A realistic Eurobond proposal

Posted by on 20 September 2011

The creation of a European bond has been proposed as a silver bullet for the ongoing sovereign crisis. The idea that a “common bond” could in itself sort out the mess of certain Euro Member States is in itself erroneous and dangerous in addition to being unrealistic from a political standpoint. The birth of a common market could be an advantage for all, provided that a form of strong fiscal coordination among Member States is created. Unfortunately, Europe does not seem to be equipped with an institutional framework able to make budget commitments credible and at the same time it does not appear ready to sacrifice national sovereignty to centralize national fiscal policies. Overall, even only a minimum amount of realism suggests that Eurobonds cannot transfer the burden of public debt from the less virtuous countries to the most thrifty. So what is in this scenario the role of an European bond? There are a couple of reasons often undervalued:

1.     

It should insulate systemic risks from the sovereign bond market. A default even by a small Member State has now ripple effects throughout the entire financial market. An European bond should be engineered to foster the containment of domino effects.

2.     

It may represent an opportunity for a greater integration of fiscal policies. The conditions set for accessing the “common market” should ensure the fiscal discipline that the Stability and Growth Pact failed to accomplish.

3.     

The debate may have the effect of reassuring the market on the whole euro project. The message given to the market would be that of irrevocable choices towards a greater political and economic integration.
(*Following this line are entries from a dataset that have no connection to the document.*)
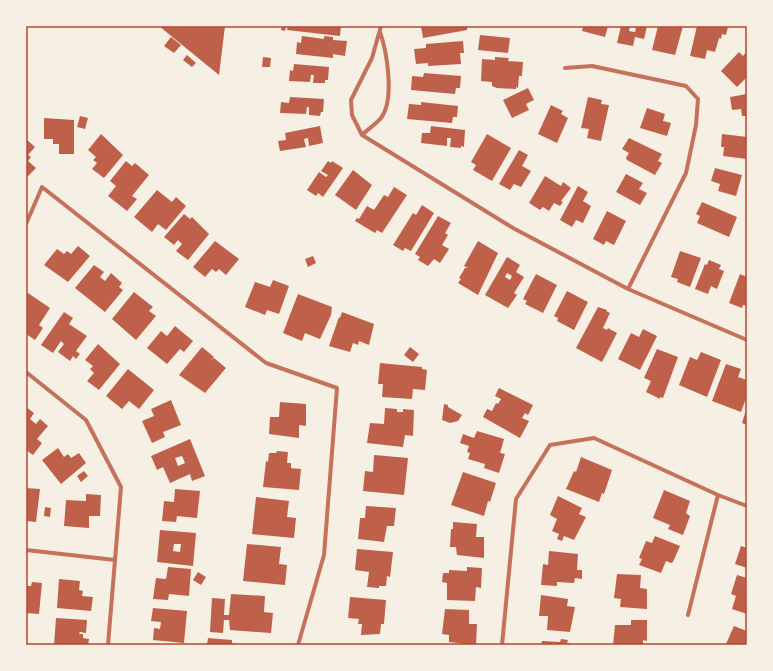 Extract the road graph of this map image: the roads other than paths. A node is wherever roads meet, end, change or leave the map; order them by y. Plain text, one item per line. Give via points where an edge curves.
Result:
1 (381, 26) edge
2 (380, 32) junction
3 (565, 68) dead end
4 (362, 135) junction
5 (26, 224) edge
6 (628, 289) junction
7 (747, 340) edge
8 (26, 372) edge
9 (718, 495) junction
10 (747, 506) edge
11 (26, 550) edge
12 (116, 560) junction
13 (688, 615) dead end
14 (108, 645) edge
15 (298, 645) edge
16 (502, 645) edge

1 - 2 street
2 - 4 street via 372,58 351,100 352,115
2 - 4 street via 387,67 386,103 381,117
3 - 6 street via 592,66 686,86 698,99 696,125 686,172
4 - 6 street via 513,228
5 - 15 street via 42,187 266,363 337,388 324,555
6 - 7 street
8 - 12 street via 86,420 121,488
9 - 10 street
9 - 13 street
9 - 16 street via 594,438 550,445 516,499
11 - 12 street
12 - 14 street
Far from sparing us a painful budget policy and the adoption of growth stimulating reforms, the creation of a “limited but irreversible liability company” probably represents the maximum one can aspire to at this stage. Here is a proposal.

The Euro Area Member States found an agency, the European Debt Management Agency (EDMA), in charge of issuing and managing the European Public Debt. The agency is endowed with a capital (around EUR 80 Bn) underwritten by all Member States in proportion to their GDP. The EDMA issues bonds in its own name and lends to Member States in proportion to their capital in the EDMA and up to the 60% of their GDP.

Membership in the EDMA is irrevocable, as well as the status of guarantor of bond issues: each member guarantees pro quota the sum of all Agency issuances without possibility of opting out at a later stage (No Opt Out Clause).

The launch of the Eurobond (EB) would determine a segmentation of the government bond market. To ensure an adequate level of liquidity within a short time and avoid the possibility of a crowding-out effect, (gross) bond issues of individual member states would be limited in the initial phase. Bonds issued in the name of member countries after the birth of the Eurobonds would be subordinated to EDMA lending, whereas the stock of the pre-existing debt would continue to enjoy the same level of seniority.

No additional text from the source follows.